▸ Assignment:
For the entries that follow, set down each one exactly and drop any pictures.

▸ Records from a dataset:
==============================
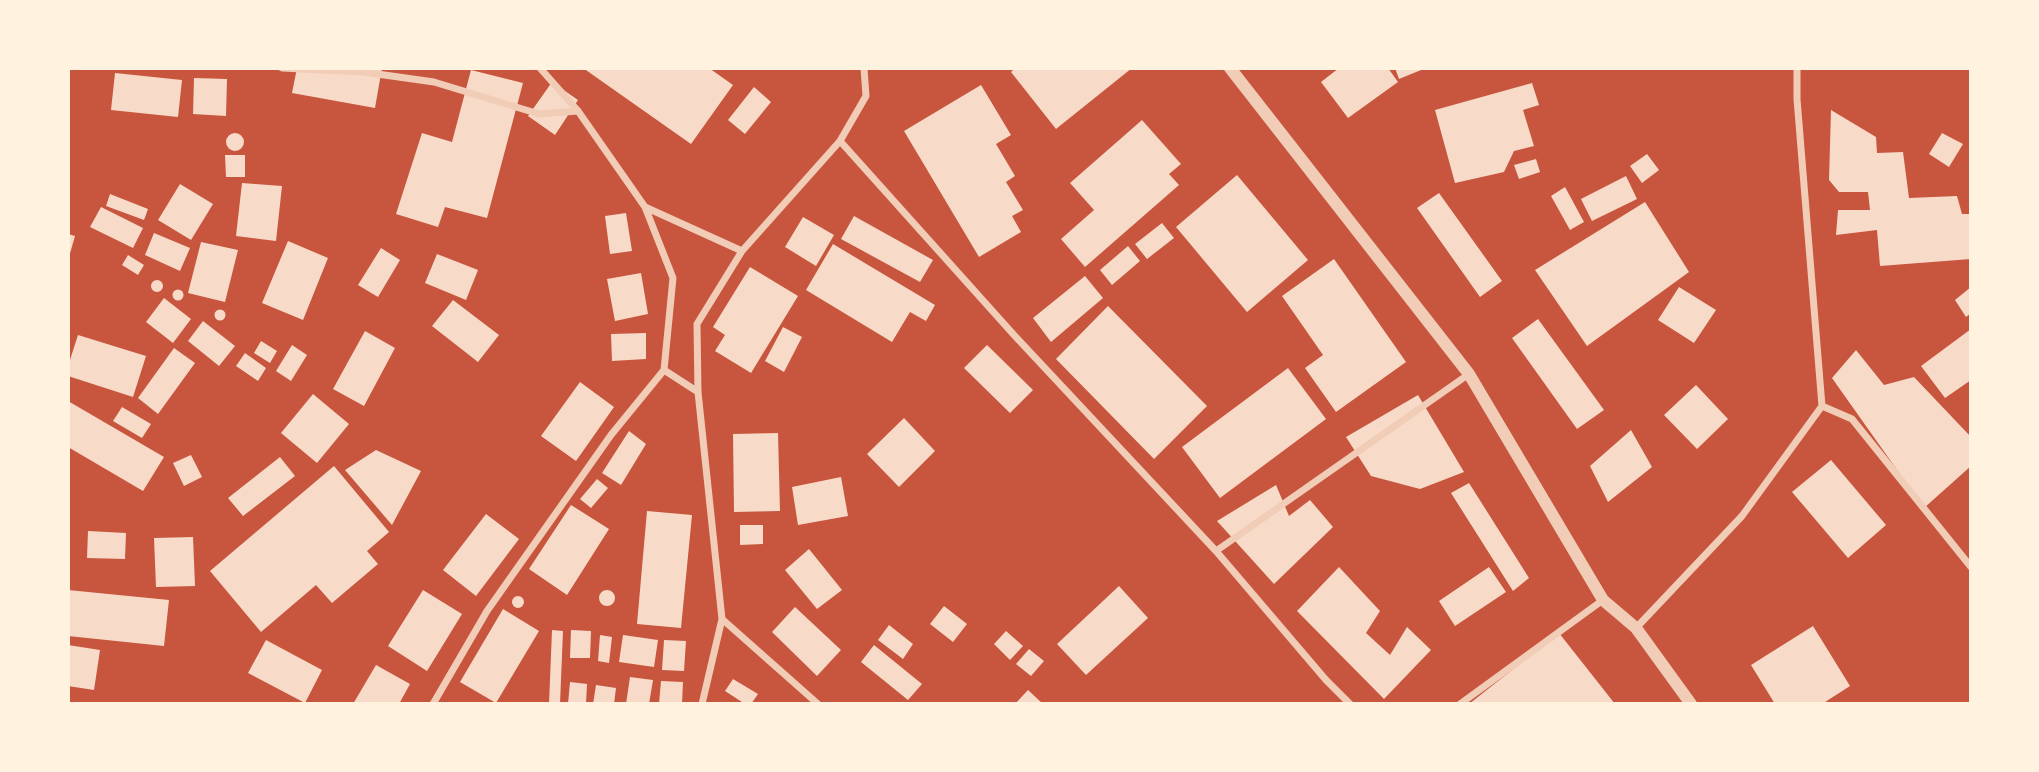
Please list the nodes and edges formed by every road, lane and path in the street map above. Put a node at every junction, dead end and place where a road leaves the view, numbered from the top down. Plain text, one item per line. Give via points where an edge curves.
1 (282, 68) edge
2 (540, 68) edge
3 (864, 68) edge
4 (1230, 68) edge
5 (1797, 68) edge
6 (578, 111) junction
7 (840, 141) junction
8 (645, 207) junction
9 (741, 251) junction
10 (664, 370) junction
11 (1469, 374) junction
12 (698, 392) junction
13 (1822, 406) junction
14 (1216, 551) junction
15 (1971, 568) edge
16 (1603, 600) junction
17 (722, 619) junction
18 (1636, 628) junction
19 (433, 704) edge
20 (702, 704) edge
21 (818, 704) edge
22 (1350, 704) edge
23 (1460, 704) edge
24 (1691, 704) edge

1 - 6 street via 434,82 539,114
2 - 6 street
3 - 7 street via 866,96
4 - 11 street
5 - 13 street
6 - 8 street
7 - 9 street
7 - 14 street
8 - 9 street
8 - 10 street via 673,278
9 - 12 street via 696,324
10 - 12 street
10 - 19 street via 611,435 487,611
11 - 14 street
11 - 16 street
12 - 17 street
13 - 15 street via 1852,419
13 - 18 street via 1742,516
14 - 22 street
16 - 18 street
16 - 23 street
17 - 20 street
17 - 21 street
18 - 24 street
==============================
▸ Response for this exercise:
Please list the nodes and edges formed by every road, lane and path in the street map above. Put a node at every junction, dead end and place where a road leaves the view, numbered from the top down. Plain text, one item per line. Give via points where an edge curves.
1 (282, 68) edge
2 (540, 68) edge
3 (864, 68) edge
4 (1230, 68) edge
5 (1797, 68) edge
6 (578, 111) junction
7 (840, 141) junction
8 (645, 207) junction
9 (741, 251) junction
10 (664, 370) junction
11 (1469, 374) junction
12 (698, 392) junction
13 (1822, 406) junction
14 (1216, 551) junction
15 (1971, 568) edge
16 (1603, 600) junction
17 (722, 619) junction
18 (1636, 628) junction
19 (433, 704) edge
20 (702, 704) edge
21 (818, 704) edge
22 (1350, 704) edge
23 (1460, 704) edge
24 (1691, 704) edge

1 - 6 street via 434,82 539,114
2 - 6 street
3 - 7 street via 866,96
4 - 11 street
5 - 13 street
6 - 8 street
7 - 9 street
7 - 14 street
8 - 9 street
8 - 10 street via 673,278
9 - 12 street via 696,324
10 - 12 street
10 - 19 street via 611,435 487,611
11 - 14 street
11 - 16 street
12 - 17 street
13 - 15 street via 1852,419
13 - 18 street via 1742,516
14 - 22 street
16 - 18 street
16 - 23 street
17 - 20 street
17 - 21 street
18 - 24 street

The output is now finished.